PÍLULAS PARA O SILÊNCIO (PARTE CCCVI)

Clauder Arcanjo

(Pintura “Paisagem de Santo Amaro”, de Anita Malfatti)
E só então foi que ele soube de que jeito estava pegado à sua
penitência, e entendeu que essa história de se navegar com religião, e
de querer tirar sua alma da boca do demônio, era a mesma coisa que
entrar num brejão, que, para a frente, para trás e para os lados, é
sempre dificultoso e atola sempre mais.

(João Guimarães Rosa, em Sagarana)
Precisava honrar com a promessa.
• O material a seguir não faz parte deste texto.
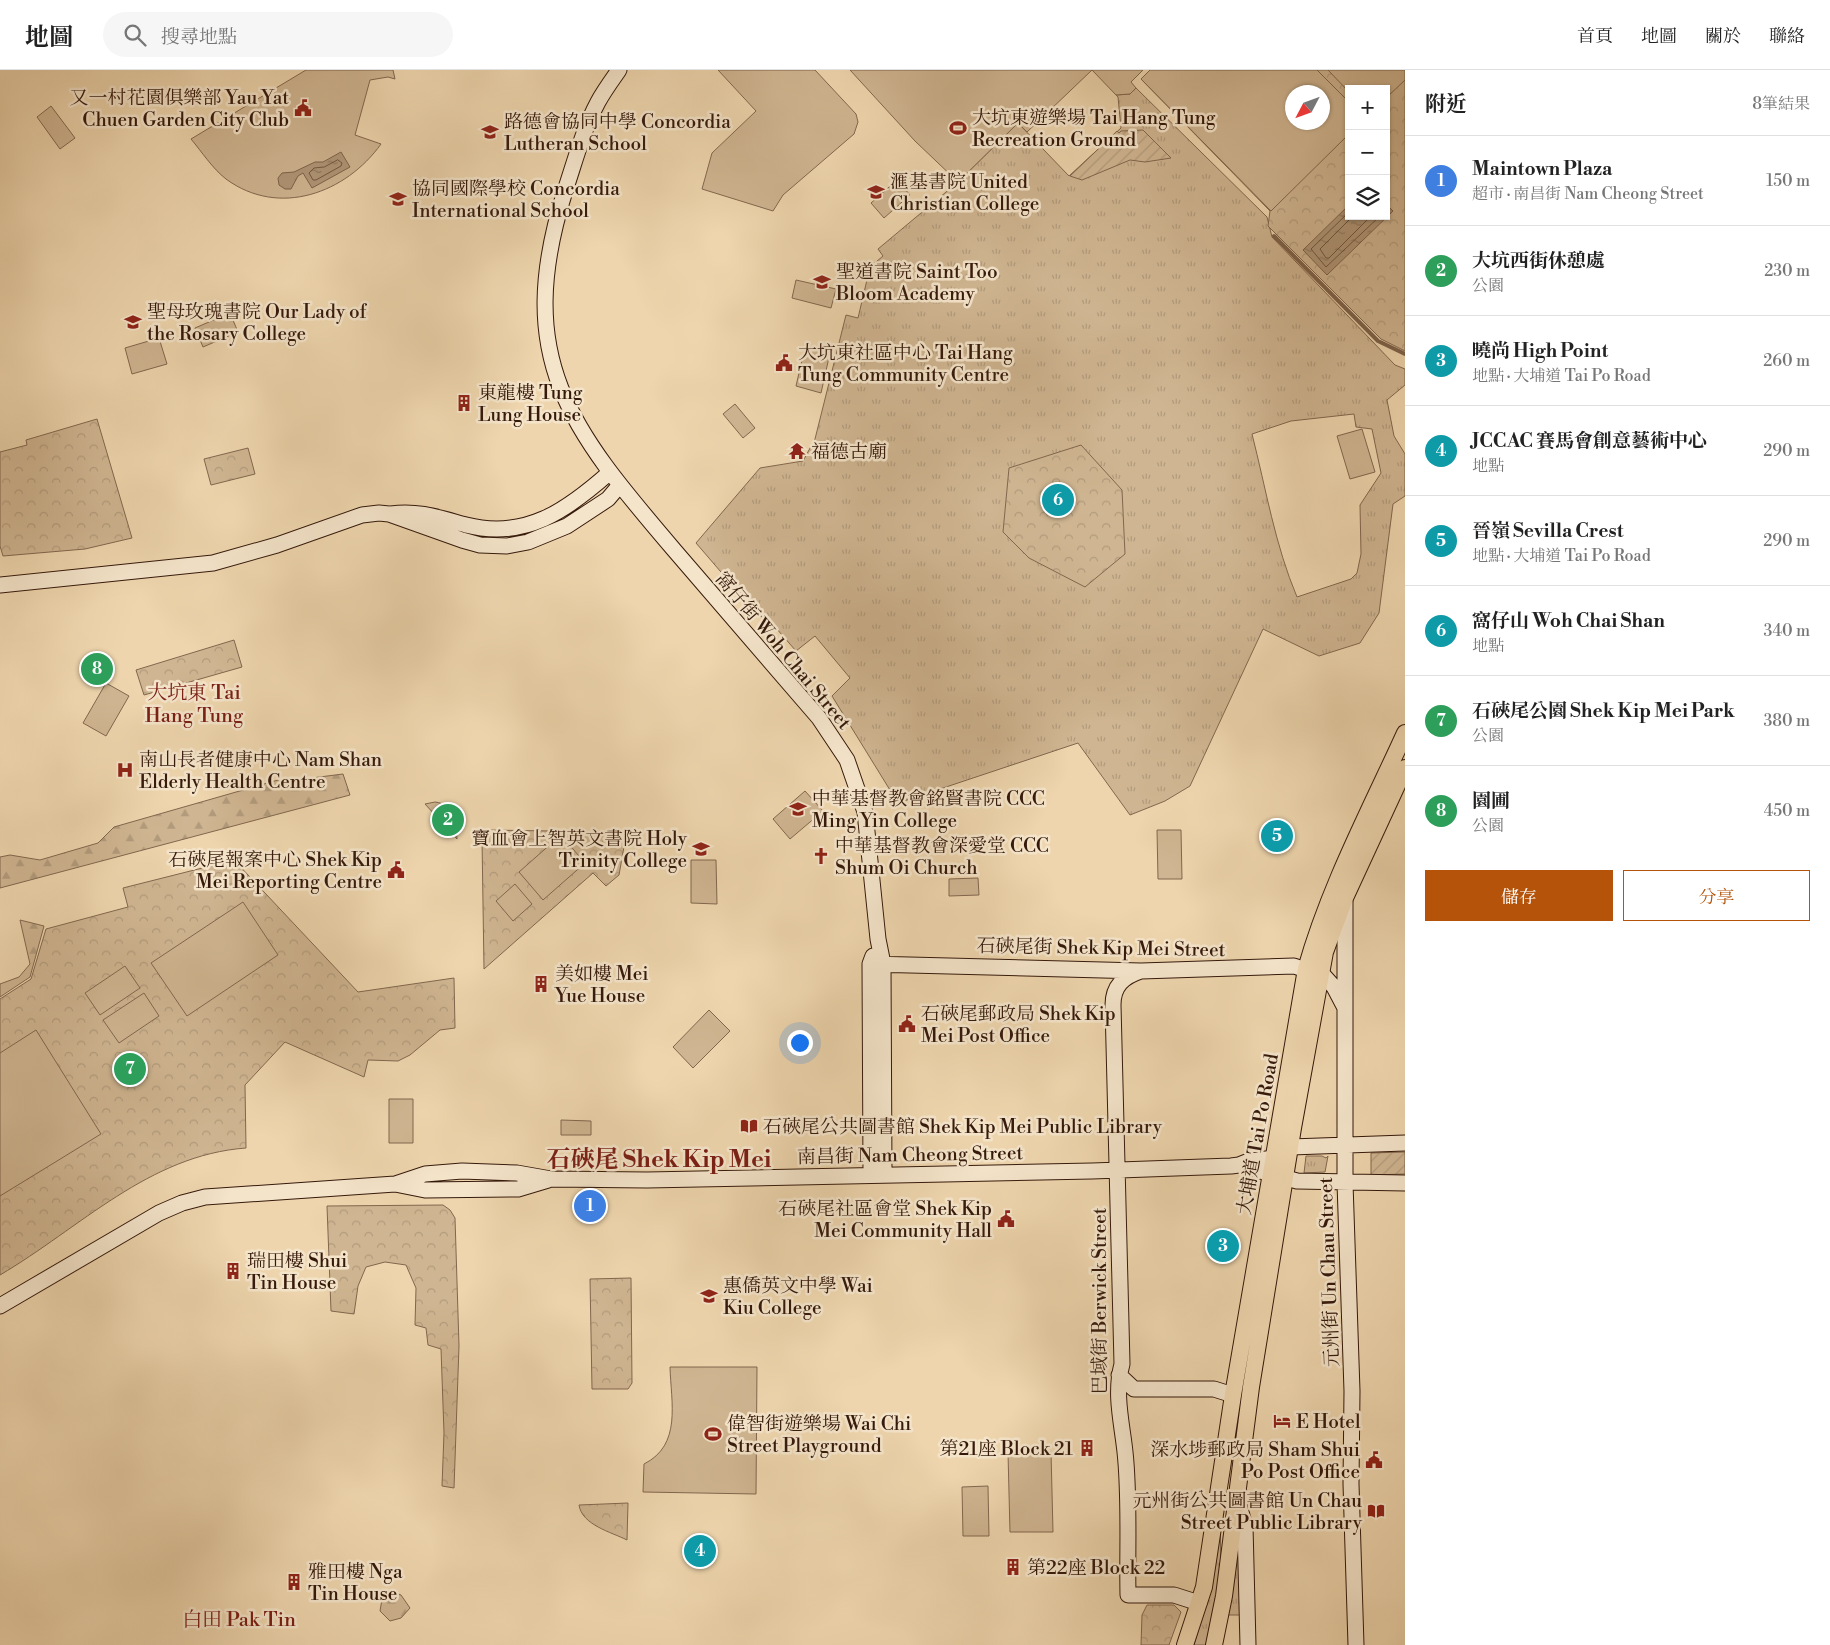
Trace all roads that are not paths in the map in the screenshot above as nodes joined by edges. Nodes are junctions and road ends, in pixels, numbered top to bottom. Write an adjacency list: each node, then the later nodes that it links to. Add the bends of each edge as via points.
1 (619, 70): 2 (main road, 窩仔街 Woh Chai Street, via 598,102 577,153 554,231 544,309 551,357 565,400)
2 (609, 473): 3 (main road, 窩仔街 Woh Chai Street); 4 (main road, via 557,512 514,529 484,529 417,512)
3 (619, 486): 4 (main road, via 608,499 566,526 528,542 507,546 480,545); 10 (main road, 窩仔街 Woh Chai Street, via 819,718 847,760 865,812 878,939)
4 (389, 514): 5 (main road, via 362,515 277,545 212,563)
5 (0, 585)
6 (1405, 733): 12 (main road, 大埔道 Tai Po Road, via 1316,937)
7 (1405, 768): 8 (main road, 大埔道 Tai Po Road)
8 (1401, 788): 9 (main road, 大埔道 Tai Po Road)
9 (1345, 898): 12 (main road, 大埔道 Tai Po Road); 13 (main road, 元州街 Un Chau Street, via 1347,977)
10 (876, 964): 11 (main road, 石硤尾街 Shek Kip Mei Street); 20 (main road, 窩仔街 Woh Chai Street)
11 (1141, 971): 12 (main road, 石硤尾街 Shek Kip Mei Street, via 1282,966); 19 (main road, 巴域街 Berwick Street, via 1128,976 1114,991)
12 (1313, 971): 13 (main road, via 1330,982); 16 (main road, 大埔道 Tai Po Road); 17 (main road, 大埔道 Tai Po Road)
13 (1344, 1006): 15 (main road, 元州街 Un Chau Street)
14 (1405, 1143): 15 (main road, 南昌街 Nam Cheong Street)
15 (1345, 1144): 16 (main road, 南昌街 Nam Cheong Street); 22 (main road, 元州街 Un Chau Street)
16 (1291, 1148): 17 (main road, 南昌街 Nam Cheong Street); 21 (main road, 大埔道 Tai Po Road)
17 (1274, 1158): 18 (main road, 南昌街 Nam Cheong Street, via 1249,1161); 21 (main road, 大埔道 Tai Po Road)
18 (1239, 1166): 19 (main road, 南昌街 Nam Cheong Street); 21 (main road, 南昌街 Nam Cheong Street)
19 (1118, 1170): 20 (main road, 南昌街 Nam Cheong Street); 25 (main road, 巴域街 Berwick Street, via 1122,1364)
20 (878, 1174): 24 (main road, 南昌街 Nam Cheong Street, via 647,1180 551,1179 517,1173 452,1172 425,1174 395,1184 205,1197 159,1213)
21 (1278, 1176): 22 (main road, 南昌街 Nam Cheong Street, via 1297,1181); 26 (main road, 大埔道 Tai Po Road); 27 (main road, 大埔道 Tai Po Road)
22 (1345, 1183): 23 (main road, 南昌街 Nam Cheong Street); 32 (main road, 元州街 Un Chau Street)
23 (1405, 1183)
24 (0, 1306)
25 (1119, 1375): 26 (main road, via 1134,1389 1214,1389); 28 (main road, 巴域街 Berwick Street, via 1120,1424 1125,1452 1128,1595 1174,1595)
26 (1233, 1395): 28 (main road, 大埔道 Tai Po Road)
27 (1236, 1494): 30 (main road, 大埔道 Tai Po Road, via 1224,1596); 31 (main road, 大埔道 Tai Po Road, via 1245,1526)
28 (1199, 1603): 29 (main road, 大埔道 Tai Po Road)
29 (1185, 1645)
30 (1214, 1645)
31 (1248, 1645)
32 (1356, 1645)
Penitência por demais pesada, mas
não era hora de julgar o seu tamanho, e sim o proceder.
De manhã cedinho, o pedido perante a santa da Igreja Matriz:
— Mãe do Céu, me dê forças para aguentar!
Nos pés, o cansaço; no corpo, a fadiga; na mente, por vezes, a revolta.
— Te aquieta, demônio! — rogava, com os dentes rilhados.

PÚBLICA

À noitinha, a boia minguada e a rede velha na varanda. Único refrigério,
a brisa da madrugada. A cabeça em pesadelos, porém uma certeza: aguentara
mais um dia.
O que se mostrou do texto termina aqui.